◆ Work to complete ◆
From the records below, return every line containing the word "graph".

◆ Input ◆
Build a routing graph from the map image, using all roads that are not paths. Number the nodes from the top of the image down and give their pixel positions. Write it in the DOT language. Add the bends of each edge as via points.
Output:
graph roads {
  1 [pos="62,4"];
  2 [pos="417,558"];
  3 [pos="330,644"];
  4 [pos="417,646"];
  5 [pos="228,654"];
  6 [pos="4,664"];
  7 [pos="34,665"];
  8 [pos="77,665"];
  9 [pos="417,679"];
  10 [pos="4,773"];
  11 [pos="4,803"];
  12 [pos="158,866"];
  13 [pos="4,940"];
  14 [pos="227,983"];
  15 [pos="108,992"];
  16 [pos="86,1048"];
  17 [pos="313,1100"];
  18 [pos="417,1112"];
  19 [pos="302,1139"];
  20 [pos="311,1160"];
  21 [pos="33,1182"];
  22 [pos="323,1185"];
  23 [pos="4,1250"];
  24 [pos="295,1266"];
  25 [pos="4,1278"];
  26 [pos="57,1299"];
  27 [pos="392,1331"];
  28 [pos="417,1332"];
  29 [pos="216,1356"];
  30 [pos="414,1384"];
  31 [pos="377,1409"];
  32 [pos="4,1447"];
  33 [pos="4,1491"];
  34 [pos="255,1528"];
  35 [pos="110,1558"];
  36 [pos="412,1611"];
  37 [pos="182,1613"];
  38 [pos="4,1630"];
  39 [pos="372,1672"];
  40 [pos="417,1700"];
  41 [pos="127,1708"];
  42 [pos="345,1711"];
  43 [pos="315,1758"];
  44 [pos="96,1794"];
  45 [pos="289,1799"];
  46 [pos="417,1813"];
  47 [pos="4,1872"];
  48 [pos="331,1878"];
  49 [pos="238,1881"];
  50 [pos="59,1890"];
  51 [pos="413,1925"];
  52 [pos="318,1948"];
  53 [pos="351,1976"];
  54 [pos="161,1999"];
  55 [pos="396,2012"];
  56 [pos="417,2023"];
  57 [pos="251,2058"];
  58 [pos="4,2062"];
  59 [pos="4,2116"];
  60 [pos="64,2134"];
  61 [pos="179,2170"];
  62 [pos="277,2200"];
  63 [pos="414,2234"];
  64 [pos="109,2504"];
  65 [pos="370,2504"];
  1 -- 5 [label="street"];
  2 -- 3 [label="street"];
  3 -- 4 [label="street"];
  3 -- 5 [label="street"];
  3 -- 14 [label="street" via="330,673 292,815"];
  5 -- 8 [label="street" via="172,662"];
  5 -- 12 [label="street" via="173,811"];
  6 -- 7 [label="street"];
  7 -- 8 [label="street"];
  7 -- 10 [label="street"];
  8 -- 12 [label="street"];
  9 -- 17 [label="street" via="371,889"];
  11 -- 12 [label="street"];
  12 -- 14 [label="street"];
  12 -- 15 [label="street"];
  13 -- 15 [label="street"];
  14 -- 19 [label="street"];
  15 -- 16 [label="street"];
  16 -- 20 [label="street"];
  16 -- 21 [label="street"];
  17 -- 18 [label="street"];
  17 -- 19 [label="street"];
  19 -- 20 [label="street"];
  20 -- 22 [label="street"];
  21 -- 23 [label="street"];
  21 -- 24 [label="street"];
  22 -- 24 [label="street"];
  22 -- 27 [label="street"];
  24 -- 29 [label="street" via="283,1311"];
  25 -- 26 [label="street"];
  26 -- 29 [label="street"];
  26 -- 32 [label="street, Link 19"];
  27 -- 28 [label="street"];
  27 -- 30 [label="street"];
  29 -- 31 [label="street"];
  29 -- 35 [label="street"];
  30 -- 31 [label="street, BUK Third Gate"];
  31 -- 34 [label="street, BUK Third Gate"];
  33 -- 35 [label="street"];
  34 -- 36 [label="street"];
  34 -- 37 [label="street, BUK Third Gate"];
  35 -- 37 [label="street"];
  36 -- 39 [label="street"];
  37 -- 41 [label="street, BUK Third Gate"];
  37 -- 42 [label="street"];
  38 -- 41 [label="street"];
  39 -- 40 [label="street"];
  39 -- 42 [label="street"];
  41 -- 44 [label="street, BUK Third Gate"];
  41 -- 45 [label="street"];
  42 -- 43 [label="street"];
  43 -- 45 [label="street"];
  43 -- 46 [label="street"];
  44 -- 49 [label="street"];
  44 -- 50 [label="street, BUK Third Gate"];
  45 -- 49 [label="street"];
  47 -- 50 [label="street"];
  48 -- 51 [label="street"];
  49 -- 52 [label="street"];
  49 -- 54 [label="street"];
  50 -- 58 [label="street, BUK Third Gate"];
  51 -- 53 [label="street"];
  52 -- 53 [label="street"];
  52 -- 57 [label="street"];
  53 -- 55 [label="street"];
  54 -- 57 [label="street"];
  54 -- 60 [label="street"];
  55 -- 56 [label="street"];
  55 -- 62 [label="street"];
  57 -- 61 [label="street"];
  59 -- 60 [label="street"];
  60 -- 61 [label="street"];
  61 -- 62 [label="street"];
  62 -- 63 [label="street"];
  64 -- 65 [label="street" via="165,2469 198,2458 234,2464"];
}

◆ Task result ◆
Build a routing graph from the map image, using all roads that are not paths. Number the nodes from the top of the image down and give their pixel positions. Write it in the DOT language. Add the bends of each edge as via points.
graph roads {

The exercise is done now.